I woke this morning before my alarm to the sound of rain spattering in the courtyard and pattering on the roof. I got up and went through my usual morning routines, then got ready for school. When I went outside I saw puddles standing in my front yard - a first for puddles there. When I rode down the narrow path between buildings and turned the corner I was astonished to see a torrent of red water rushing down the wadi below my house. I’d never seen water in it before. I pedaled on along paths that were fairly slick with mud and filled with water in the ruts. When I got to the main road, a piste (dirt and gravel), streams of water were running down the two tracks. I was already pretty wet and pretty cold. I dearly wished for the gloves I bought at souq yesterday and promptly lost.
I began to think about how miserable I was going to be in class, cold and wet in the unheated schoolrooms, trying to be energetic and interesting to kids who were probably also cold and wet and hunched up braving the cold. But then salvation occurred, of a sort. I got to the bottom of the hill that separates my town from the neighboring village and another torrent, about ten yards wide and a couple of feet deep was rushing across the road. I’d never seen water here before either. I got off my bike and studied the terrain to see if there was a place where I might wade across. None in sight. Even if I did make it across, I still had another two kilometers to go. I knew there were a couple places ahead that habitually turned into streams during a rain. I figured they would be full too, and decided to turn around and go home.
The road was flooded and there was no good place to
ford the stream
There’s no phone at the school and I didn’t have any of the teachers’ cell phone numbers. I felt bad that I would just not be showing up, but I hoped the teachers would figure out what had happened. Shortly after I got home, Rachid and Fatima, one of my host brothers and sisters, knocked on my door. They came in, shoulders hunched, muttering “asmid” (cold) and “tagut” (rain). While we warmed ourselves over glasses of tea I told them I hadn’t gone to school because of the rain.
“Oh, there’s no school today,” they said, “not with a rain like this.”
In Michigan, we get snow days off when the snow makes it impossible or dangerous to go to school. I never imagined that here in Morocco I would get the equivalent – a rain day. And just as I would if it were a snow day, I’m reveling in it. At this moment, I’m bundled up in dry clothes, sitting at my desk, with a little space heater –the only non-sun-assisted heat in this large house of mine – warming my feet. I’m toasty, and the burden of guilt I was feeling for not showing up at school has been lifted from my shoulders. A rain day. Another thing to be thankful for on this Thanksgiving Day.
Leaves are changing color...
…and Other Stuff
It’s fall (lxrif) here, just as in the States. The weather has definitely changed. With all the precipitation of the last week, the Atlas Mountains have acquired a mantle of snow they won’t shed till next April or May. Here in the valley, the leaves have begun to change and fall. And, though it seems like just a few weeks ago that I was sleeping with just a sheet over me, I now wear longjohns and flannel pajamas to bed and I’ve discovered why people in the olden days used to wear sleeping caps and socks. Yesterday at souk, I bought a knit cap to keep my bald head warm at night and also bought two more blankets to add to the two I already had. I think – I hope - that’ll be enough.
Here’s a link to Peace Corps Postcards, a project to celebrate the 50th Anniversary of the Peace Corps. In it you’ll find some short videos of current Peace Corps Volunteers and see what wonderful, creative work they do. It includes two “post cards” from Morocco, one of a hip-hop group, another of a baseball team.
Oh, and Happy Thanksgiving to you all!
The fig trees shedded their leaves in just a few days. Townspeople have
gathered them and chopped them up for animal feed. Not much goes
unused here.

Fall means pomegranates, limes, these small oranges
(about the size of a lime), and apples are in season.

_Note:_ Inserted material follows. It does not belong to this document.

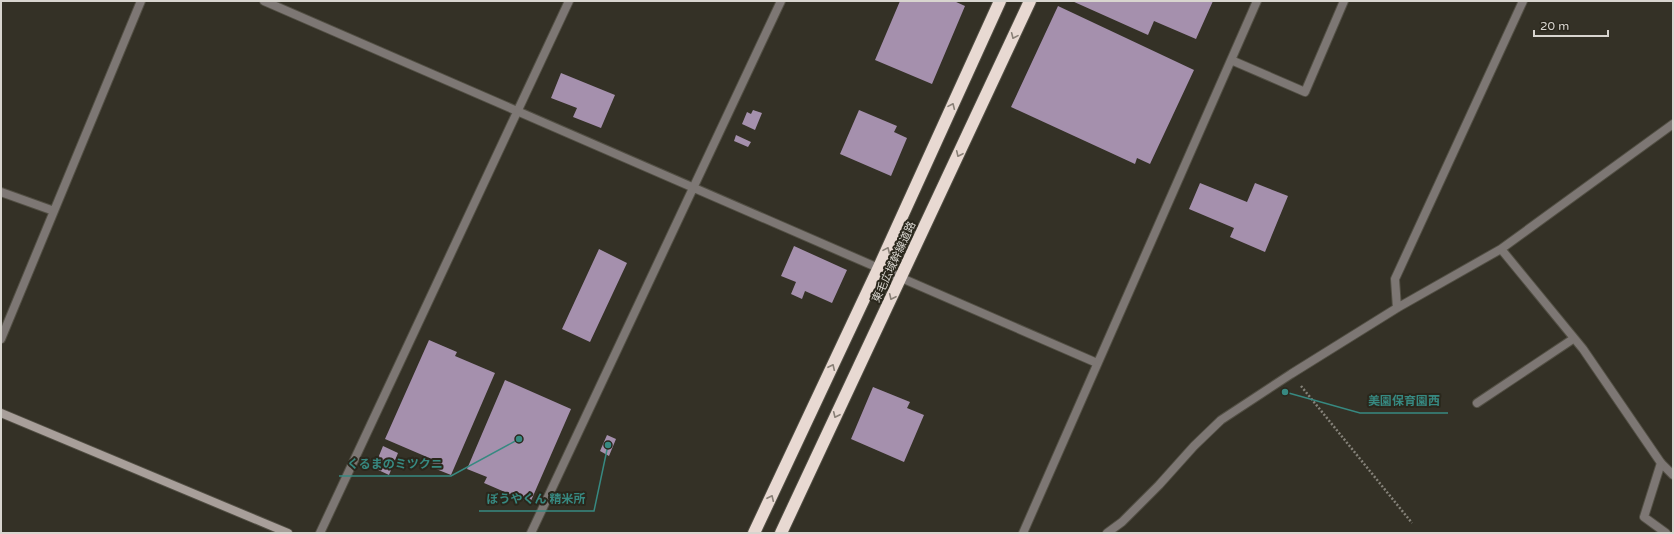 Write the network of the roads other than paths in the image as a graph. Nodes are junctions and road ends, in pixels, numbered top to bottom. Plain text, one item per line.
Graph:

My house revealed its leaks this morning - several
of them. Fortunately, like this one, they were all
over bare concrete.

The preferred method of sweeping is with this natural broom
called ifssi - not surprisingly, the word for shrub.

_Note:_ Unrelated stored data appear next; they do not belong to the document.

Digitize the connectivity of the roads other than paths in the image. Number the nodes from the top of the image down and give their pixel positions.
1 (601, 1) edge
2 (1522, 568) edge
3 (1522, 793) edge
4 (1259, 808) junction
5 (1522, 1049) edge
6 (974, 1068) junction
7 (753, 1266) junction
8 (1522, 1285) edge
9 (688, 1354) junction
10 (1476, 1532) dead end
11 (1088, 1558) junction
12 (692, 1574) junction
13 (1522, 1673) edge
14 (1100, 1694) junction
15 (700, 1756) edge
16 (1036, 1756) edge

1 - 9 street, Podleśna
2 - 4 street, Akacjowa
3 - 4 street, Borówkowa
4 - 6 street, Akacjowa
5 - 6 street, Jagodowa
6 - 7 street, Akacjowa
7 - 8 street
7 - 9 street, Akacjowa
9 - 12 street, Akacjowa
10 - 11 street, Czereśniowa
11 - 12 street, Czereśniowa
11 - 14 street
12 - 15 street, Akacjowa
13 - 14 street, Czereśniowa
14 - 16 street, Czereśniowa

The Atlas Mountains are capped now in snow, probably till April or May.

Thursday, November 10, 2011

A Meat-Only Diet

The hair has been burned and scraped off the cow's skull,
which will later be chopped into pot-sized pieces
and used in a stew.
Sunday morning I went to my host family’s house to help slaughter a cow. Since then I haven’t had a thing to eat but meat. I’d heard stories about what a rough week this is for vegetarians (not that I am one), but I had no idea.

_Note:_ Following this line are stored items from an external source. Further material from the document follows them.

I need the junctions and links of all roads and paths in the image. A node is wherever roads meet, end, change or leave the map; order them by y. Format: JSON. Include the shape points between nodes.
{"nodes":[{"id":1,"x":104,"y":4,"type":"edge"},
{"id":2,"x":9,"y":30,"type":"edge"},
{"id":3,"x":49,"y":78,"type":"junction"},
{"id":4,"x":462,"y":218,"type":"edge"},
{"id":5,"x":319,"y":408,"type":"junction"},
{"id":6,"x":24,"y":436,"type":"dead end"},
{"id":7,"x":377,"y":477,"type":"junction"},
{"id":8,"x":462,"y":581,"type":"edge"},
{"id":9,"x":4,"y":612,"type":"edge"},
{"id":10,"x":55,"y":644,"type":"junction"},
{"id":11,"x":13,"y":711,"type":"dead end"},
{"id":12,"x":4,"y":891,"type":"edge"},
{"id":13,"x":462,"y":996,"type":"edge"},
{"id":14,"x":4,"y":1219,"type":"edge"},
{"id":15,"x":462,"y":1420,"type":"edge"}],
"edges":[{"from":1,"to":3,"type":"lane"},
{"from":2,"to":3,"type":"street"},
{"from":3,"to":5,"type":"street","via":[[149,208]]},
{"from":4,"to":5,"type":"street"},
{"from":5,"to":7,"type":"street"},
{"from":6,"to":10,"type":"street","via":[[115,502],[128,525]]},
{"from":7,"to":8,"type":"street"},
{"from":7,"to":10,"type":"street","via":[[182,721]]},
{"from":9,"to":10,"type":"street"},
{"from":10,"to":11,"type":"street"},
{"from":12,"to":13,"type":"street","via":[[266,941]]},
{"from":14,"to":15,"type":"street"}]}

We killed the cow at 9:30. By noon, we were eating it as shish kabobs. An hour and a half later, we had lunch of stewed meat and juices. For dinner that night we again had a meat-only duaz with liver and beef shish kabobs as appetizers. And all week long, whenever I’ve visited people, I’ve been served shish kabobs with tea rather than the usual peanuts and cookies or bread. Not until Wednesday evening, when I had dinner at another friend’s house, did I even see a vegetable – a little bit of carrot and a few chunks of turnip in a large plate of meat.
It was not a big cow, but it's still a lot of animal. All parts
of the animal are eaten, including the innards, head, and feet.
By “rough week,” I mean the week of Eid Akhatar (big feast), Eid Kbir in Arabic, also sometimes called Eid Al-Adha (the Festival of Sacrifice). It commemorates Abraham’s sparing of his son and sacrificing a ram instead. After Ramadan, it’s probably the most important festival on the Muslim calendar. It takes place 70 days after the end of Ramadan, which was Monday. By tradition on that day the male head of every household sacrifices an anogod (ram). Then the family spends the rest of the week eating it. Our family did that, too, on Monday, but because it is such a large family, I guess Mohammed decided to slaughter a cow as well as a sheep.
My main job was to take pictures, but here I'm helping roll
the carcass so that others can separate the skin
from the top of the cow's back.
I had no idea of the sheer effort, strength, and time it takes to skin and butcher a large animal with just knives and a hatchet (no power saws here). With the cow, we started at 9:30 and finished at noon. By “finished” I mean we’d quartered the animal. We didn’t actually finish cutting up all the meat till Wednesday morning. And the whole family was involved. As with Ramadan, there is a lot of anticipation of the festival. And while I wouldn’t say it was a party atmosphere, it certainly was a joyous one. Those who weren’t helping with the butchering were watching and talking. And when it was done, of course, we ate.

The anogod hung, first to be "undressed,"
i.e., have its skin peeled off like a sweater,
then to be "dressed," as in butchered.

Monday was similar, except that after breakfast, the men first climbed the hill outside town and took part in a prayer service. After that, we came down to the house, changed out of our good clothes, and slaughtered the ram. And then we had shishkabobs and a lunch of meat.
I’ve talked about meat, but the festival is much more than that. It’s really about gratitude and thankfulness and the bonds of family, friendship, and community. It’s kind of like our Christmas and Thanksgiving rolled into one. Families draw together. The men who work at jobs in one of the big cities, or even abroad, come home, and there’s lots of visiting among neighbors, friends, and relatives. There was a steady stream of people to my family’s house on Monday, and on Tuesday and Wednesday I spent a good deal of time making the rounds myself.

Shishkabobs with fresh herbs and spices have been a staple
of the Leid diet.

I’m not quite sure what marks the end of Leid – maybe when the sheep is eaten up? – but I’ve begun to dream of vegetables.